The battle also describe a struggle which continues in the life of the Church, where the rebel angels who were thrown down from heaven still harass and attack the servants of God. They have lost, but there is still a sting in the dragon’s tail. Turned away from the divine life, the lives of Satan and the fallen angels are only parasitic, the feed on and corrupt the life and goodness which comes from God. We know this corruption all to well from the inside, and how we can mar and damage a gift of beauty or love.


Michael appears throughout Scripture as a warrior angel protecting God’s people. Perhaps it is Michael also who rolls away the stone from the tomb on the 3rdday, sharing in the victory of his Lord over death, and it may be Michael who is there with the apostles, and perhaps the Archangel Gabriel, on the day of the Ascension.[9] In the struggle with temptation and with everything that attacks the love, the beauty, and the goodness of God, we are not alone. We may feel lonely, profoundly lonely and weak.


And yet, at the same time, God’s holy angels fight alongside us. God has so constituted and ordered the world that he gives us not only a participation in the divine life, making us temples of the holy Spirit and heirs of heaven, but he also gives us the angels to fight with us and for us against the powers of un-truth, un-love, and ugliness wherever we find them, within us as much as around us.


Every moment, an angels stands before God with you on his heart day and night – an angel in perpetual prayer for you.[10]We are surrounded by a great cloud of witnesses: angels, archangels and all the company of heaven. By the prayers of St Michael and All the Angels may the Lord in his mercy save our souls, and give us a share in his victory, by the ministry of God’s Holy angels, may we delight in his beauty and truth and goodness.

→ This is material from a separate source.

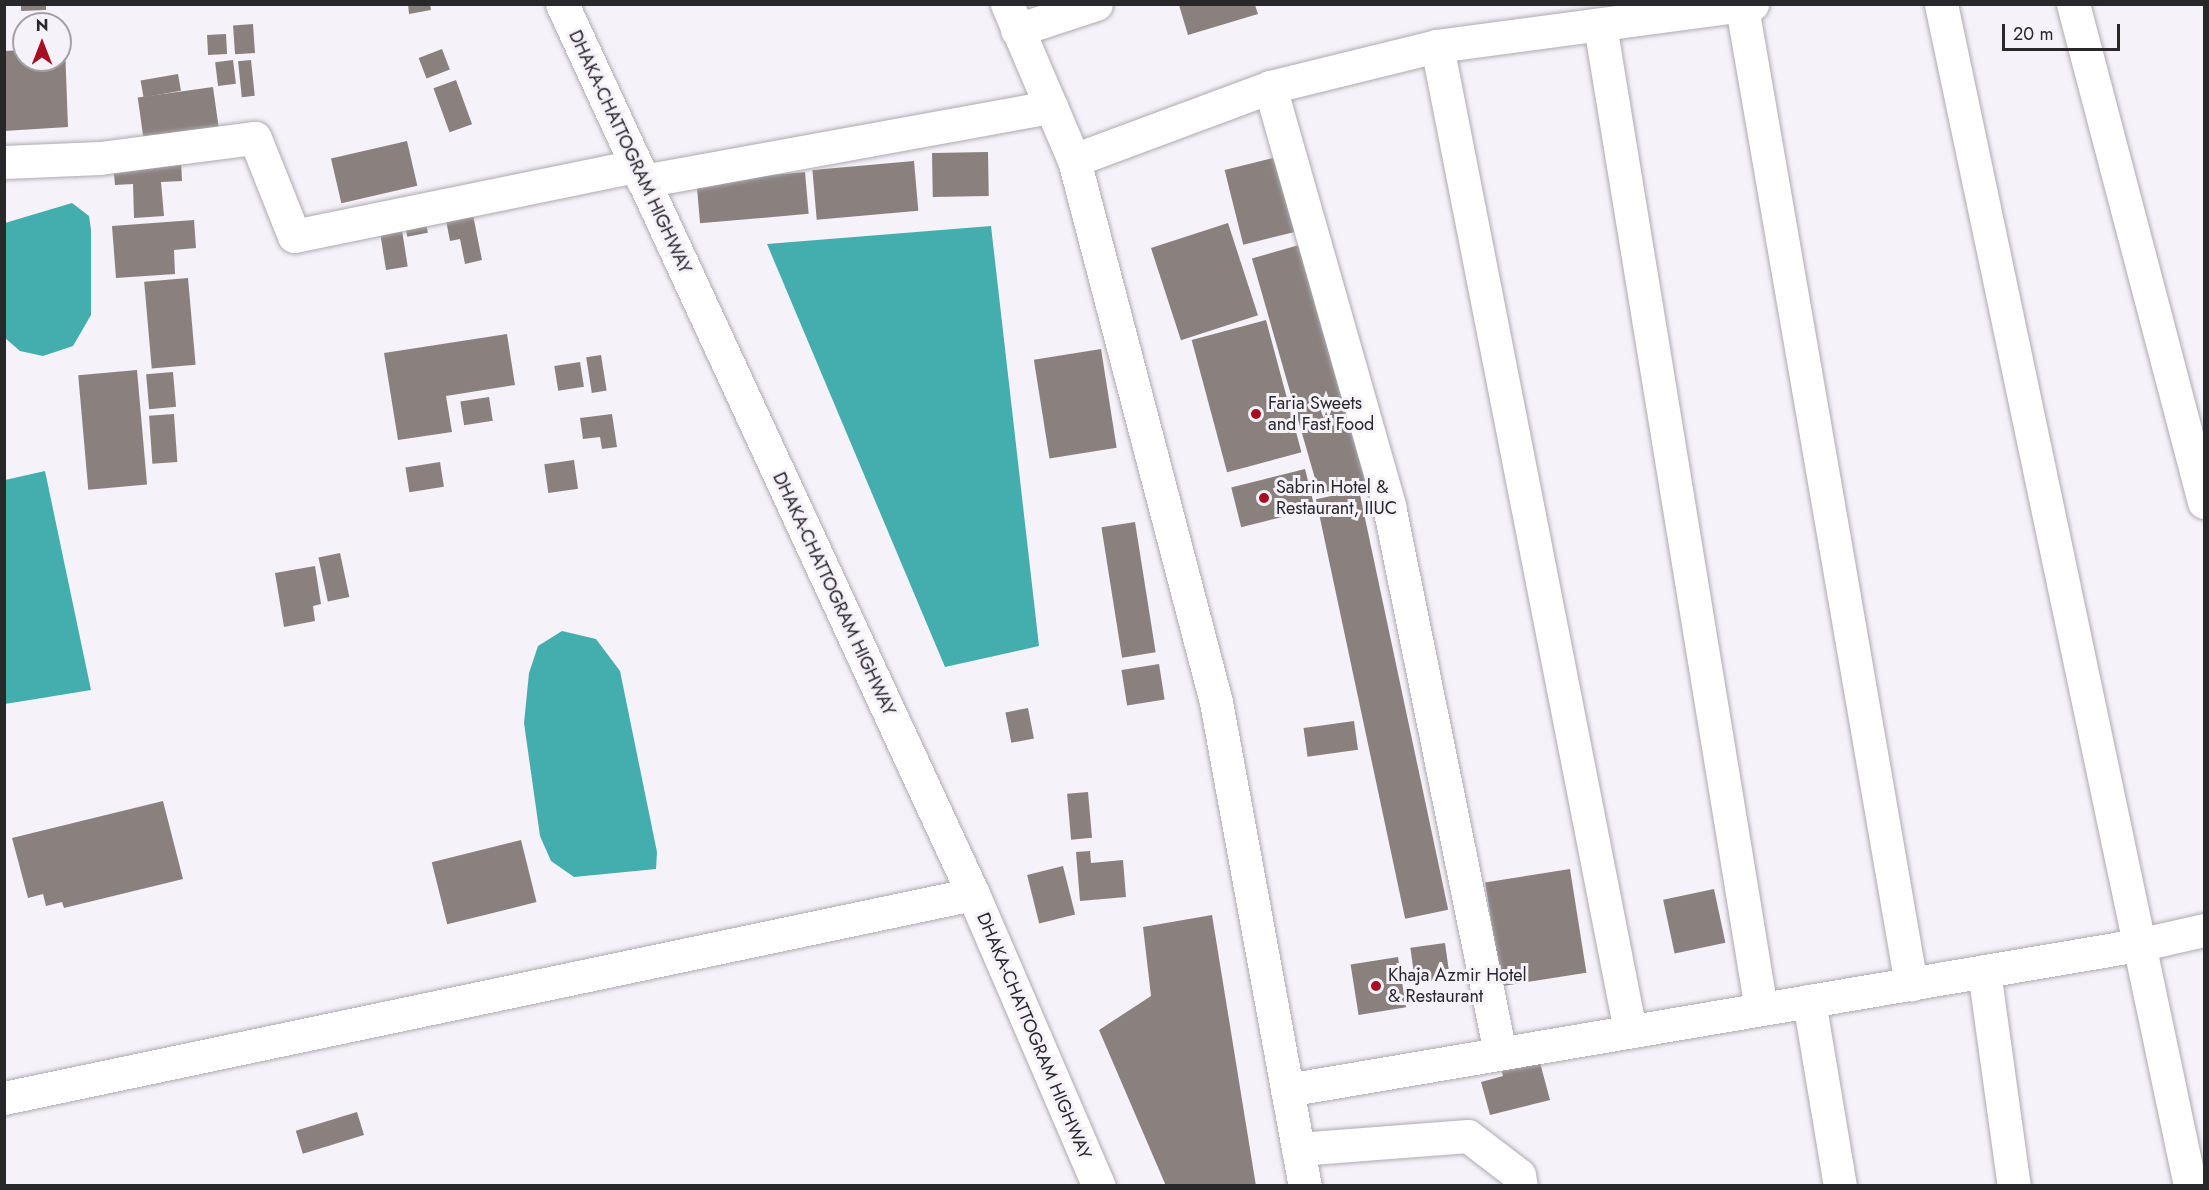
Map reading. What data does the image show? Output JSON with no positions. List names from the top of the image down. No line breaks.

[1]Liddon, Life of Pusey, iv, p 374. ‘…You, my very dear Beatrice, are the rosebud which no force could open (as children sometimes try to force an opening rose with their little fingers and only spoil it) but which the glow of God's love will open as time goes on, more and more. And the white of the lily of the valley tells of purity, and its low-hanging head of tenderness and humility. And then by the name of that lovely flower the Forget-me-not God tells you Forget not Me ….For God will be as much your own as if He had never made Angel or Archangel, or Cherubim or Seraphim: quite your own; quite belonging to your own individual tiny self: for St. Paul says, ‘Who loved me and gave Himself for me,’ as if there had been no other….’

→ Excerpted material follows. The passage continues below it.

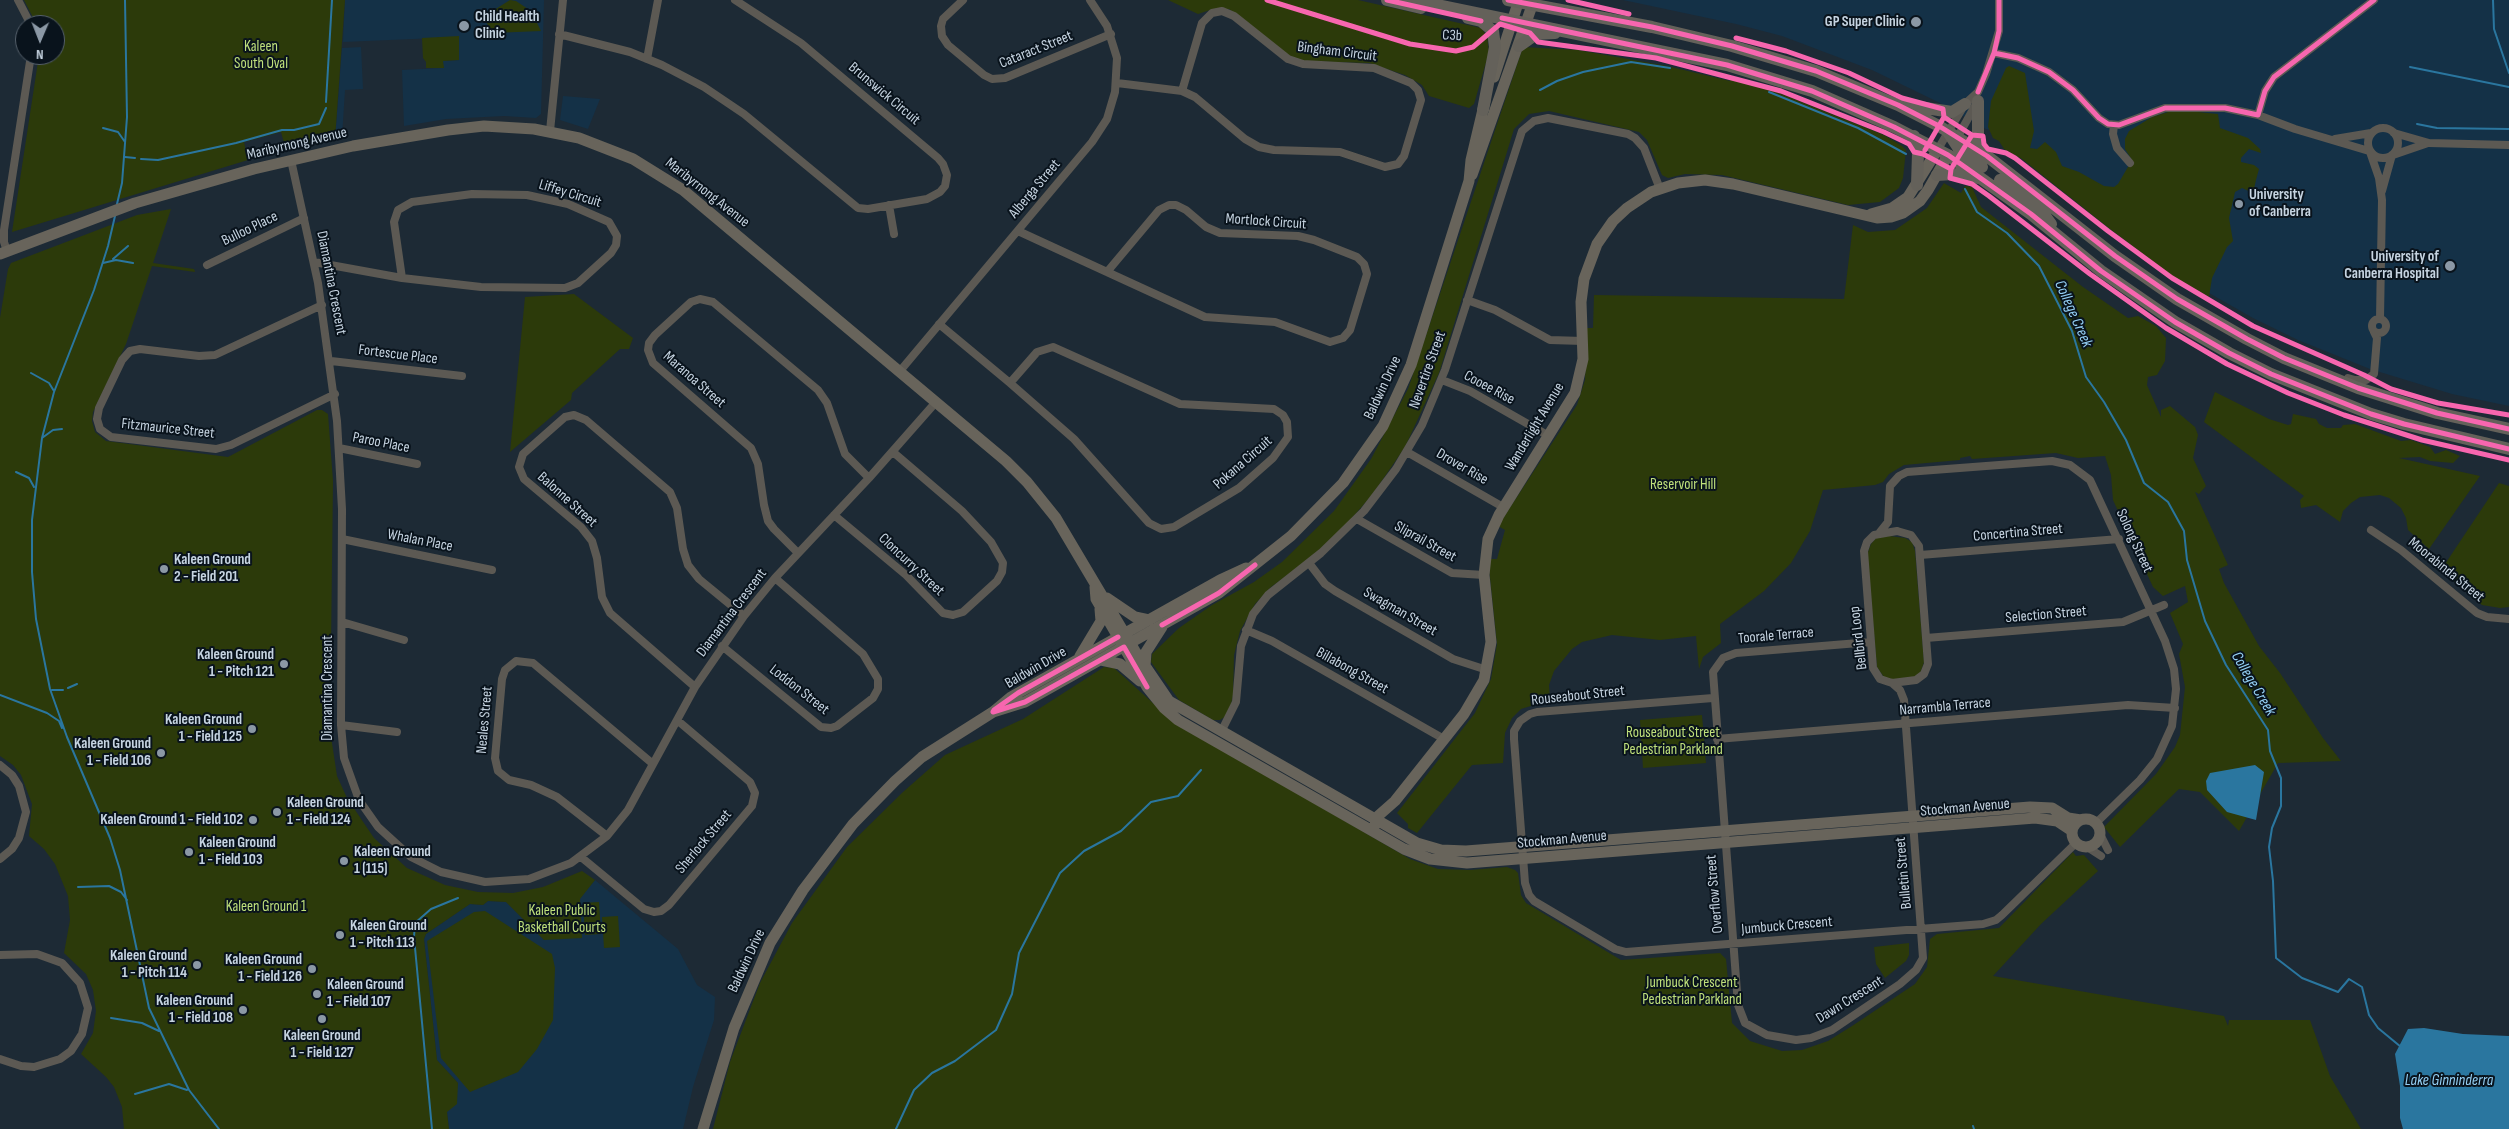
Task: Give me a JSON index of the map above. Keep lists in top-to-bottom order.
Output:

[2]Bulgakov, Jacob’s Ladder, trans. intro, xi

[3]…in keeping with the will of God…

[4]Bulgakov, Jacob’s Ladder, p 86.

[5]Bulgakov, Jacob’s Ladder, p 86.

[6]David Bentley Hart, 252, Beauty of the Infinite. Augustine: ‘The beauty of creation is a proclamation of divine beauty’. Hilary of Potiers: God who is all beauty reflected in the beauty of his creation, David Bentley Hart, 252, Beauty of the Infinite. ‘Creation’s being is God’s pleasure, creation’s beauty is God’s glory; beauty reveals the shining of an uncreated light…this beauty of the Trinity, this orderliness of divine perichoresis, is the very movement of delight, of the divine persons with one another, and so the analogy that lies between worldly and divine beauty is a kind of analogia delectationis….a Taboric effulgence, upon all things’ – Reference here to the Transfiguration, when our Lord’s clothes and body shone with the uncreated light before Peter and James and John.

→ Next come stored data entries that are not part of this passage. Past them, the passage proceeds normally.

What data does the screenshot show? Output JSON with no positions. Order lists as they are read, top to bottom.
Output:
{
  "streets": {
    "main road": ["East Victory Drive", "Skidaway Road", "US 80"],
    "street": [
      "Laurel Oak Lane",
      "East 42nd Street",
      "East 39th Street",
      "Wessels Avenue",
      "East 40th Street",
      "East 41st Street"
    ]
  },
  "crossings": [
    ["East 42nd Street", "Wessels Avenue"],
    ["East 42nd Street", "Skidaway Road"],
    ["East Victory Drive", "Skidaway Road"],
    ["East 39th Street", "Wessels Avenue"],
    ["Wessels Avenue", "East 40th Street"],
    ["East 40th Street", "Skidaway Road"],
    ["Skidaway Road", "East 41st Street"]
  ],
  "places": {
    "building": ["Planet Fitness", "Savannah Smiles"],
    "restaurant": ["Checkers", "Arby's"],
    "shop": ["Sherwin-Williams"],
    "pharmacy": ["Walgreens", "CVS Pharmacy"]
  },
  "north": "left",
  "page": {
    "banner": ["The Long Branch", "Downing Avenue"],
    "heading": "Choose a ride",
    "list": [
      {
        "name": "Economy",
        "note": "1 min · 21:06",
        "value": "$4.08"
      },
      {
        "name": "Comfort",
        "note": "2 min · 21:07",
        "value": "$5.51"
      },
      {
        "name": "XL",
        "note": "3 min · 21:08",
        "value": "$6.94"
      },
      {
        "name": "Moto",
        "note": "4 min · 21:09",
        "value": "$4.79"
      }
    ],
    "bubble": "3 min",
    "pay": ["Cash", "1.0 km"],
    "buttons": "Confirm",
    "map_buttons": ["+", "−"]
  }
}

[7]Col 1:55 ff:‘He is the image of the invisible God, the first-bornof all creation; 16 for in him all things were created, in heaven and on earth, visible and invisible, whether thrones or dominions or principalities or authorities—all things were created through him and for him. 17 He is before all things, and in him all things hold together. 18 He is the head of the body, the church; he is the beginning, the first-born from the dead, that in everything hemight be pre-eminent. 19 For in him all the fulness of God was pleased to dwell, 20 and through him to reconcile to himself all things, whether on earth or in heaven….’

[8]Bulgakov sees here battle which took place before the foundation of the world when the great angel lucifer, the devil, rebelled and tried to take God’s place.

[9]These are Bulgakov’s ideas.

[10]This paragraph inspired by Fr Christopher Snook and using his words. Deo Gratias.